2. Imitation of elections. This time, 80 per cent of falsifications did not bring you luck. The people have become smarter, more active and creative. There appeared independent online platforms with more than a million subscribers, white ribbons, specially folded ballots. Your defeat is evident. If you had had any conscience and dignity, you would have peacefully left our long-suffering Belarus and given it a chance to finally turn into a normal developed country, not a pariah one. However, you miss both conscience and dignity. You decided, as always, to spit in people's faces. The slaves will swallow it and forget it the next day. We have not forgotten. We will not forget. The new elections will certainly happen. Without blue fingers.

3. Lies about everything and at all levels. For example, let's take an acute problem of coronavirus. How long will we tell tales about morbidity rate a little exceeding a thousand? Of course, it's an achievement that official morbidity figures, at least in the last two days, have become more credible. May anything change with the death rates? I don't want and won't explain to the relatives of the deceased how only four people in the republic die from coronavirus, and their father was among them. One might have treated him badly... No, ladies and gentlemen, the treatment was perfect in most cases. Otherwise, people would have died faster, and their number would have been higher. Even the best hospitals in the world have a minimal mortality rate in ICUs with coronavirus patients of 16-20%, on average, it's about 40% and can reach 60%.

A schoolchild can count the number of ICU beds occupied by coronavirus patients with the mortality rate... I would also like to recall the dozens of junior, paramedical workers and doctors who died from coronavirus while performing their professional duties. Since March, one has not found time to commemorate them in any way, at least in the form of a commemorative list on the Health Ministry's website.

4. Expulsion of students from medical and other universities. Current events at BSMU are worthy of the best comic talk-shows. Many "expelled or not" students cannot even get their status. They cannot receive an enrollment termination order. Teachers are told that students have been expelled for a disciplinary violation, not the expression of their civic position and not because someone on TV said such students had no place in universities. That's the place they belong to. Our most worthy students have been expelled. They study with flying colours. They demonstrate initiative and desire to change the country's future for the better. There is one encouraging thing: soon these students will return to their universities. It does not relate to the managing staff of the universities, which sullied their reputation with involvement in repressions. They will have to look for another job.

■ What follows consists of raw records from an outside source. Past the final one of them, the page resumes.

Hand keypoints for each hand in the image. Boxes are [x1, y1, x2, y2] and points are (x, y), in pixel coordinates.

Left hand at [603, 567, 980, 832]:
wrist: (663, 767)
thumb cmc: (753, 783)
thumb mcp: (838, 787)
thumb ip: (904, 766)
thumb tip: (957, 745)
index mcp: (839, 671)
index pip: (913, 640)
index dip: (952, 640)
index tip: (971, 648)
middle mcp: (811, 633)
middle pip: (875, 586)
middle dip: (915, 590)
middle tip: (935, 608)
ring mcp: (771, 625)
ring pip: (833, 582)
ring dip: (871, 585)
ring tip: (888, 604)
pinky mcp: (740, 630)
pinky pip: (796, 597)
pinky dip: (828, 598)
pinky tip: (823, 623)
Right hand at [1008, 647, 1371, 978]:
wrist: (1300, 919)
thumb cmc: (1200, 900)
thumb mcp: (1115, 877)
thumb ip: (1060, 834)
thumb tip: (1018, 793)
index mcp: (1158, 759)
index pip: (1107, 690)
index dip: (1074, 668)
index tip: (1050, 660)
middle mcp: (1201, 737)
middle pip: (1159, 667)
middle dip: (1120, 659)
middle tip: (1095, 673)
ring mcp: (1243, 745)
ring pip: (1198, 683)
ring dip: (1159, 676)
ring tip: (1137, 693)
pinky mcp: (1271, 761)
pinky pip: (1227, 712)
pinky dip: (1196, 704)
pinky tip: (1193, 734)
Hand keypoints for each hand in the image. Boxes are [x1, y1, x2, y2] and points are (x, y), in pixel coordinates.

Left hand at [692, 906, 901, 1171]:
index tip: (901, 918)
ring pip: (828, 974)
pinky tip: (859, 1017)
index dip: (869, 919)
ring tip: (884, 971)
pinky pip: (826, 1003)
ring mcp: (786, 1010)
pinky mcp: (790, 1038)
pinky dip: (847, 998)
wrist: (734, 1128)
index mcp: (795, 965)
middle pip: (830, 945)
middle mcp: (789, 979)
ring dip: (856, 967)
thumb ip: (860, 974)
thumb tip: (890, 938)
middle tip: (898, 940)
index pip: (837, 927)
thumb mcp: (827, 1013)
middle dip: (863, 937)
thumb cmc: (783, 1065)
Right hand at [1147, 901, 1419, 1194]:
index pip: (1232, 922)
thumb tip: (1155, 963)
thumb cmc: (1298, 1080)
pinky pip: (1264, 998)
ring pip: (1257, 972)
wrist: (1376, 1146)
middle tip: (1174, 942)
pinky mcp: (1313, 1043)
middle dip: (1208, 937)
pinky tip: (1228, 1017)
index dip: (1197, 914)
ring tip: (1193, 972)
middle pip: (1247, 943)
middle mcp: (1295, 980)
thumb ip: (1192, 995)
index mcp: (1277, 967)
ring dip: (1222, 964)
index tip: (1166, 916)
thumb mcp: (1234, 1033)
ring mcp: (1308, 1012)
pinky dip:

5. Detentions, beatings, arrests, dismissals of our colleagues. Many of them worked from morning until night for months risking their lives. One can hold republican Concilium on Okrestina; our specialists are already there. Many of them have the highest categories, degrees and titles. It is your big mistake. You went over the top trying to suppress everybody and everything. However, it's a blessing in disguise. The medical sphere had problems with solidarity. Now it is growing stronger. Teams and entire institutions unite. Video messages appear like hot buns on a stove. Now even the most apolitical physicians have realized their true "value" for the state, seen what kind of "gratitude" awaits them for their work, realized the essential need to fight for their rights and freedoms. You will fail with slavery.

I tried to express the positions of mine and my colleagues in an available and frank way. We will be glad to see your answer. Please, provide answers only on the matter, no mess. We have already had enough of it in the previous 26 years. As for "there will be no dialogue in the streets ... Dialogue, Natallia Ivanauna, will be wherever the people of Belarus want," said Mikita Salavei.